In the late 1930s he studied aeronautical engineering at the Technical University of Munich, and after finishing his studies he continued to work in Germany as an engineer. It was in this time that he began skiing regularly, in St Anton am Arlberg, and towards the end of World War II he moved to St Anton.

He competed in two events at the 1948 Winter Olympics. He was the only competitor for Greece at the 1948 Winter Olympics, and was its flagbearer. He did not place well, finishing 101st in the downhill skiing event (second to last among competitors who finished the course) and failing to finish in the combined skiing event. Nevertheless, he maintained a lifelong love of the sport, continuing to ski until his last run in 2004 at the age of 84.

==Engineering career==
After working briefly as an engineer in France, Mavriplis emigrated to Canada in 1951, initially working for an engineering consulting firm in Toronto but soon moving to Montreal to work for Canadair. When Canadair began collaborating with Bill Lear in the mid-1970s, on the business jet line that would eventually become the Bombardier Challenger, Mavriplis became chief aerodynamics designer for the line. He continued to work for Bombardier Inc. after it acquired Canadair in 1986. He retired in 2001.

Mavriplis was named as a Fellow of the Canadian Aeronautics and Space Institute in 1980. He was the 1998 recipient of the CASI McCurdy Award for outstanding achievements in the science and creative aspects of engineering relating to aeronautics and space research.
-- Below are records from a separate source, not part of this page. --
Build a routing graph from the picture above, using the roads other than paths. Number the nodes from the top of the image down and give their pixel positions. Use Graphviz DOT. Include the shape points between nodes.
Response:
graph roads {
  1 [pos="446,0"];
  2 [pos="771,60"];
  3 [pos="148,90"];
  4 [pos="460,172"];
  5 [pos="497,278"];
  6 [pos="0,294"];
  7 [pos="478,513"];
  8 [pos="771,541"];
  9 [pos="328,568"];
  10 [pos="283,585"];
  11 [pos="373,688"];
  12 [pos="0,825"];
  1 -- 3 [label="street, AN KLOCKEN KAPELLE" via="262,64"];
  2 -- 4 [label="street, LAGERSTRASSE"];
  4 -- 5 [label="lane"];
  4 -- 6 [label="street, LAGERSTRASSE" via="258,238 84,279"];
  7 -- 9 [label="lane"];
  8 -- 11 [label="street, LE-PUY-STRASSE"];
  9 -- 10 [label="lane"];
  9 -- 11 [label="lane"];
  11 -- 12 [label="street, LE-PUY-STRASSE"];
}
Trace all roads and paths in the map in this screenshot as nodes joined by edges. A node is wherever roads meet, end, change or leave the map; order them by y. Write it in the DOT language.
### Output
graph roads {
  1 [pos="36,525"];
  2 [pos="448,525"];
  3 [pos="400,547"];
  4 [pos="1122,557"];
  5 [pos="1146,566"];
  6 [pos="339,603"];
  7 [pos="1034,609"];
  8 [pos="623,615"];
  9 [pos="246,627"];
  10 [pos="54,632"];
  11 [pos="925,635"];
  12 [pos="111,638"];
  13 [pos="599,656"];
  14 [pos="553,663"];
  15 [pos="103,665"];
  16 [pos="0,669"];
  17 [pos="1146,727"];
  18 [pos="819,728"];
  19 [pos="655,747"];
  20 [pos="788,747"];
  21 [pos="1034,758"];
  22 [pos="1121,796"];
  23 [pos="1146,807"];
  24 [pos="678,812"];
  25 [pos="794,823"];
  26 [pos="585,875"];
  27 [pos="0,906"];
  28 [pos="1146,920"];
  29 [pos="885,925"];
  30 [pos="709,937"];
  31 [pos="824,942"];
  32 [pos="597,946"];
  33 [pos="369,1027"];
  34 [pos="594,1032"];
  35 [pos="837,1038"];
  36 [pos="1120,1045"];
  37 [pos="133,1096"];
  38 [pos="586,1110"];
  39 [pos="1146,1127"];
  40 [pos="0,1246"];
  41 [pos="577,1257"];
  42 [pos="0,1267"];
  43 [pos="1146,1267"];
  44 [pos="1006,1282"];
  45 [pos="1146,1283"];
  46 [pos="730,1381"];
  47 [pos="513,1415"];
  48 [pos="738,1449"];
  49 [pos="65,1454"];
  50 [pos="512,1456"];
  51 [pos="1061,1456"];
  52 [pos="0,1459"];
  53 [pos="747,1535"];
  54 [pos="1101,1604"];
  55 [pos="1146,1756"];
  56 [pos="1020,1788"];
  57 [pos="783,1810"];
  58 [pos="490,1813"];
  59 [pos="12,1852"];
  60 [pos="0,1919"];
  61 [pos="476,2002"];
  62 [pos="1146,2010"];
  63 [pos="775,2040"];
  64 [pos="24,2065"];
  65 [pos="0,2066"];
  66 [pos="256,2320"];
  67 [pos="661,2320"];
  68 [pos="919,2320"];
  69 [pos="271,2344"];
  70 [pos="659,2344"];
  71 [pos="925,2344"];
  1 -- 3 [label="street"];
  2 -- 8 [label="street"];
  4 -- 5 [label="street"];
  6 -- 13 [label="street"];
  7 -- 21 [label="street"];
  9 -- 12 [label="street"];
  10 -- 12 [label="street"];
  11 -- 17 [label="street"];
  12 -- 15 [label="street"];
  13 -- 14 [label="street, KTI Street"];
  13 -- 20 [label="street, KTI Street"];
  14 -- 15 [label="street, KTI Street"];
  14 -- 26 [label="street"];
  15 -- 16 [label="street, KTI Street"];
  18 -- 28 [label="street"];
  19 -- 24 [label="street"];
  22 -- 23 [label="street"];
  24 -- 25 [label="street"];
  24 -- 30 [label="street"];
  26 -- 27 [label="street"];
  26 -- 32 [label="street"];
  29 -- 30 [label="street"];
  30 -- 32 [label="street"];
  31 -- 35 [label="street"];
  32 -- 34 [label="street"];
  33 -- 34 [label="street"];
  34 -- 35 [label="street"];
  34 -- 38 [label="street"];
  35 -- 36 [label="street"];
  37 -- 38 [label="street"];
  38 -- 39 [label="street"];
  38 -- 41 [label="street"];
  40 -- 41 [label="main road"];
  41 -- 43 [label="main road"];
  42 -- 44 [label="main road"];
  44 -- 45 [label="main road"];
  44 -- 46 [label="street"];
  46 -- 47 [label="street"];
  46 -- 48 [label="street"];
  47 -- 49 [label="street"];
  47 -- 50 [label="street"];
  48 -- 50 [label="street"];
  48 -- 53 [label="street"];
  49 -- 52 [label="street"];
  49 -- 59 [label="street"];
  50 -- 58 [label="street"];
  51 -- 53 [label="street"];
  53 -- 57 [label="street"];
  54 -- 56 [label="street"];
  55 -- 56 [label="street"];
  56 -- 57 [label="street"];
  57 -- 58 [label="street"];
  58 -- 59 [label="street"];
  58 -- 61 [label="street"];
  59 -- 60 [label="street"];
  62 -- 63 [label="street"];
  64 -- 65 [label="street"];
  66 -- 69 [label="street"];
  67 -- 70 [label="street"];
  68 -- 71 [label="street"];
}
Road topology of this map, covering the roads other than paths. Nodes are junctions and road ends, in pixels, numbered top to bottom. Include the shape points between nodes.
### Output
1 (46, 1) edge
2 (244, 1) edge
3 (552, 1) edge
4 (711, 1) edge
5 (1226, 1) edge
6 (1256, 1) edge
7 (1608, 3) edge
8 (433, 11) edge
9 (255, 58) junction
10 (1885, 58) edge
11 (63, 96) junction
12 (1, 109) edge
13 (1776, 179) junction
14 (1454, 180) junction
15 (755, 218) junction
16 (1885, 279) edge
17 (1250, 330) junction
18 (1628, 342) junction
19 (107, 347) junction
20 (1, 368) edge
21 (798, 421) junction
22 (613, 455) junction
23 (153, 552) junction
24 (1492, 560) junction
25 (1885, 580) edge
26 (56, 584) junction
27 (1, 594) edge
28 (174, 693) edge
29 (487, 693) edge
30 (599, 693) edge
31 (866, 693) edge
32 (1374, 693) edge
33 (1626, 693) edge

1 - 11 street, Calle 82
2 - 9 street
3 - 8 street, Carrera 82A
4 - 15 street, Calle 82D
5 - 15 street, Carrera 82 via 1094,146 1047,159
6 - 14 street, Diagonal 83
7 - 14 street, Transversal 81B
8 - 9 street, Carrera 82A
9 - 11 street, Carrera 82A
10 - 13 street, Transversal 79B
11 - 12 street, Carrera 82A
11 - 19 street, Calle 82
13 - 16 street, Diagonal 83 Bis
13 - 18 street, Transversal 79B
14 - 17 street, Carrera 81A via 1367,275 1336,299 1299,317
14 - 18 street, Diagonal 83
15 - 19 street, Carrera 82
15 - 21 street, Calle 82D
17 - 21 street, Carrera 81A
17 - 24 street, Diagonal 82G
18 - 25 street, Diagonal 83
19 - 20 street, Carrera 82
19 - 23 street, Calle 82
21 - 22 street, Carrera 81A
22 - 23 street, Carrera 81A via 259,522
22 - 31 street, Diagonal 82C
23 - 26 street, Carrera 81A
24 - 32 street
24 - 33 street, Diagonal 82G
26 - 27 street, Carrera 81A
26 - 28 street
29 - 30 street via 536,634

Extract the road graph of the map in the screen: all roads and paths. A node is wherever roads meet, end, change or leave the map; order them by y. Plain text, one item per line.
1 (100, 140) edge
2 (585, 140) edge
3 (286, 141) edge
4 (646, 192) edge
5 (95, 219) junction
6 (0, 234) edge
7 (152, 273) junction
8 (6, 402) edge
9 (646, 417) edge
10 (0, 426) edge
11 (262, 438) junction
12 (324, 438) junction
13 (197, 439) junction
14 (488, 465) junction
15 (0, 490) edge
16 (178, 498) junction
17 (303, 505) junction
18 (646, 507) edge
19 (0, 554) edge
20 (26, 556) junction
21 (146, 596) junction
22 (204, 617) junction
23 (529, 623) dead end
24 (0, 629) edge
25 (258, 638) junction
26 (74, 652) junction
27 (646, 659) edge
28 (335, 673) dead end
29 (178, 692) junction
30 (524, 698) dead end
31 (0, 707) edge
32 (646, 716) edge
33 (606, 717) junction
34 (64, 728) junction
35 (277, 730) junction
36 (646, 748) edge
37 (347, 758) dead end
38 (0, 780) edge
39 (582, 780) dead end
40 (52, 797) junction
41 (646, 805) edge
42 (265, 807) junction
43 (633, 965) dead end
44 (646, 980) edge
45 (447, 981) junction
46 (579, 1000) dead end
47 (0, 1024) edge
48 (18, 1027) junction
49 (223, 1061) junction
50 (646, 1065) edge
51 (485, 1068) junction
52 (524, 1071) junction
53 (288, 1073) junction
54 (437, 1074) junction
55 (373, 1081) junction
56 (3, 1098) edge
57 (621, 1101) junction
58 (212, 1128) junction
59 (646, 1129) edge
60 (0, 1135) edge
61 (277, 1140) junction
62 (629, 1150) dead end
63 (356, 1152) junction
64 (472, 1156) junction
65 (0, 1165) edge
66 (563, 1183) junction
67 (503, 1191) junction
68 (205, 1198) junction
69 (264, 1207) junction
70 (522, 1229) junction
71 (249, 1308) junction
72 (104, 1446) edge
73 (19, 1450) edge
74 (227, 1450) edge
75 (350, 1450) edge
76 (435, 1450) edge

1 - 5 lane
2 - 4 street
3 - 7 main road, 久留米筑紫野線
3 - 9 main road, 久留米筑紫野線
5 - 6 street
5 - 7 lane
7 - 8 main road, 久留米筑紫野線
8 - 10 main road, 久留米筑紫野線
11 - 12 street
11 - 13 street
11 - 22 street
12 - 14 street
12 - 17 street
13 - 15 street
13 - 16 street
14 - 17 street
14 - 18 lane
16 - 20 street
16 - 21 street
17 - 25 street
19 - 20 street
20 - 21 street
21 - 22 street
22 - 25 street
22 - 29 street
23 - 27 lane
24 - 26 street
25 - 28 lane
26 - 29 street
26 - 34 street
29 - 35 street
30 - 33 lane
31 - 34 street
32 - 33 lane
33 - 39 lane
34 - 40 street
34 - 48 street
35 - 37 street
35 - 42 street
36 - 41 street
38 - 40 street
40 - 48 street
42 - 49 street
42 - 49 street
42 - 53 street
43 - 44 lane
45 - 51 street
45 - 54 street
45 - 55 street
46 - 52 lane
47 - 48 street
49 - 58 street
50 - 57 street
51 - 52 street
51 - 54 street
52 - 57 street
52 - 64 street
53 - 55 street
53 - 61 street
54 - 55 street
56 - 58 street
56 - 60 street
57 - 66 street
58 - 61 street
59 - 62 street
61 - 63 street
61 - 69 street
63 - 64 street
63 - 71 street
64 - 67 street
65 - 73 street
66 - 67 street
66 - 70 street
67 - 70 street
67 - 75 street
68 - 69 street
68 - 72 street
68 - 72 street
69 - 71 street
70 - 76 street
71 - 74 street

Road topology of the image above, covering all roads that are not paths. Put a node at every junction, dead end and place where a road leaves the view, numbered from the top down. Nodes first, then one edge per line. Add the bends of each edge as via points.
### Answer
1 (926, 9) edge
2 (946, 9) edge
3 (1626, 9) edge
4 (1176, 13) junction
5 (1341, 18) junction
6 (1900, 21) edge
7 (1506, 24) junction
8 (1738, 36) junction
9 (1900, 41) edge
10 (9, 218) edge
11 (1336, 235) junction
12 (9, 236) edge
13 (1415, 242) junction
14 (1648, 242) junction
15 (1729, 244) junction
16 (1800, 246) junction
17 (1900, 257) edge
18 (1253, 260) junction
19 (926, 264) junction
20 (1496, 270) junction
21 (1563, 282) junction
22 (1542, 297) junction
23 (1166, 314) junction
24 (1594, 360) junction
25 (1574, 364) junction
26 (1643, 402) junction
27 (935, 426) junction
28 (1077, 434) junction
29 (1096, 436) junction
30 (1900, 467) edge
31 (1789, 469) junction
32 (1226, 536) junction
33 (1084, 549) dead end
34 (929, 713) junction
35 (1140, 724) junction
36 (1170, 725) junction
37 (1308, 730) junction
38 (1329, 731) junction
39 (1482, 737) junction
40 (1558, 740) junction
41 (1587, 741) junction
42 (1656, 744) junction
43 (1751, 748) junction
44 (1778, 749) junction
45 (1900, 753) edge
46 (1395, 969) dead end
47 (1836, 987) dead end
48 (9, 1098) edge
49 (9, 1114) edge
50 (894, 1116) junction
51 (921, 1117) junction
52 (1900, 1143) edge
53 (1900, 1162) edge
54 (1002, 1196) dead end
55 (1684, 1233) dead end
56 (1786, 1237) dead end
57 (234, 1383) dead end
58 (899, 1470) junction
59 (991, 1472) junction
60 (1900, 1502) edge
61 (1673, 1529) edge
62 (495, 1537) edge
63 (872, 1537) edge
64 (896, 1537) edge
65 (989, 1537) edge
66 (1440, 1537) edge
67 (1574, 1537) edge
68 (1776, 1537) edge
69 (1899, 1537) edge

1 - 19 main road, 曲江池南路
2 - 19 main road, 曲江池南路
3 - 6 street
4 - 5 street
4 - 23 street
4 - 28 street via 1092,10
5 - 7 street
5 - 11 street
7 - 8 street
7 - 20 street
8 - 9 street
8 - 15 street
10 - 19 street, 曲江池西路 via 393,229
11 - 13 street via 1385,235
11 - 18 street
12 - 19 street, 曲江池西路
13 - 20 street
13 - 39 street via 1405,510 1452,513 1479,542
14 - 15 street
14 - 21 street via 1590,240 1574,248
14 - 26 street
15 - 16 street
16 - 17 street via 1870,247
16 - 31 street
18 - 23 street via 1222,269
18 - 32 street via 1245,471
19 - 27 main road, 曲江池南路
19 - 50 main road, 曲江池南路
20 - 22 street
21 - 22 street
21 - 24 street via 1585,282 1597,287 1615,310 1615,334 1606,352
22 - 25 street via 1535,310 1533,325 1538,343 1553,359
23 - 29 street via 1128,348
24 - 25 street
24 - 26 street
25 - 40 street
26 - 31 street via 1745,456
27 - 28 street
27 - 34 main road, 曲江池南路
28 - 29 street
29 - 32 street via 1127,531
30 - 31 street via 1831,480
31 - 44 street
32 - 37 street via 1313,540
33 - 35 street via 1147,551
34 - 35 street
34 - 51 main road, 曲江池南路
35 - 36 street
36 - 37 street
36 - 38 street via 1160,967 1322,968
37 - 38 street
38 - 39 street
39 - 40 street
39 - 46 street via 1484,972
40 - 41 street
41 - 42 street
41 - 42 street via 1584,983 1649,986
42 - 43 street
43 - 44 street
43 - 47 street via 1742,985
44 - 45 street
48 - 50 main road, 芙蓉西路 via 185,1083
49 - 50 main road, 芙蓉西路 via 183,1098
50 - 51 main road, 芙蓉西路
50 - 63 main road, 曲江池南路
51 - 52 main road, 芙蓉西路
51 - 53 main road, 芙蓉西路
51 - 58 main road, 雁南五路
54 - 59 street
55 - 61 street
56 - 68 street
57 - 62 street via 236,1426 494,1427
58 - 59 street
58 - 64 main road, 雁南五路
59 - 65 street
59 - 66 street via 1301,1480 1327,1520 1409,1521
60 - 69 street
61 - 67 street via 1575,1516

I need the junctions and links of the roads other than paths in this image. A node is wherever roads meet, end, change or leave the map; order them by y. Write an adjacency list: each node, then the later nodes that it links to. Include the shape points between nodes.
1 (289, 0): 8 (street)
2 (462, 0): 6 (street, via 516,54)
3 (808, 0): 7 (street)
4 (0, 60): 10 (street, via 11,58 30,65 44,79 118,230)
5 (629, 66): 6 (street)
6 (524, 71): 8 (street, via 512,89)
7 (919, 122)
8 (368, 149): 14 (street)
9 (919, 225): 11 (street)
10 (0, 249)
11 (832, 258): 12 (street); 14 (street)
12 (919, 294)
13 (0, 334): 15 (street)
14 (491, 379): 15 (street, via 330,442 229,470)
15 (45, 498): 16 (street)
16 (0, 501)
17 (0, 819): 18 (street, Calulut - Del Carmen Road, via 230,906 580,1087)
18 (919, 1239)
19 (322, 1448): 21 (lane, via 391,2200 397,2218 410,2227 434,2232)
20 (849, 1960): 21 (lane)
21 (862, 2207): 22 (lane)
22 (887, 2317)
In 2000 he was "recognized for his long-term contributions to aerospace in Canada" and selected as the W. Rupert Turnbull Lecturer of the Canadian Aeronautics and Space Institute, and in 2002 he was the John J. Green Lecturer at the 23rd Congress of the International Council of the Aeronautical Sciences.

==Family and later life==
Mavriplis married Linda Calder in 1955; they had three children. Their daughter, Catherine Mavriplis, became a professor of aerospace and mechanical engineering, as did their son Dimitri. Mavriplis died on 9 March, 2012, in Montreal.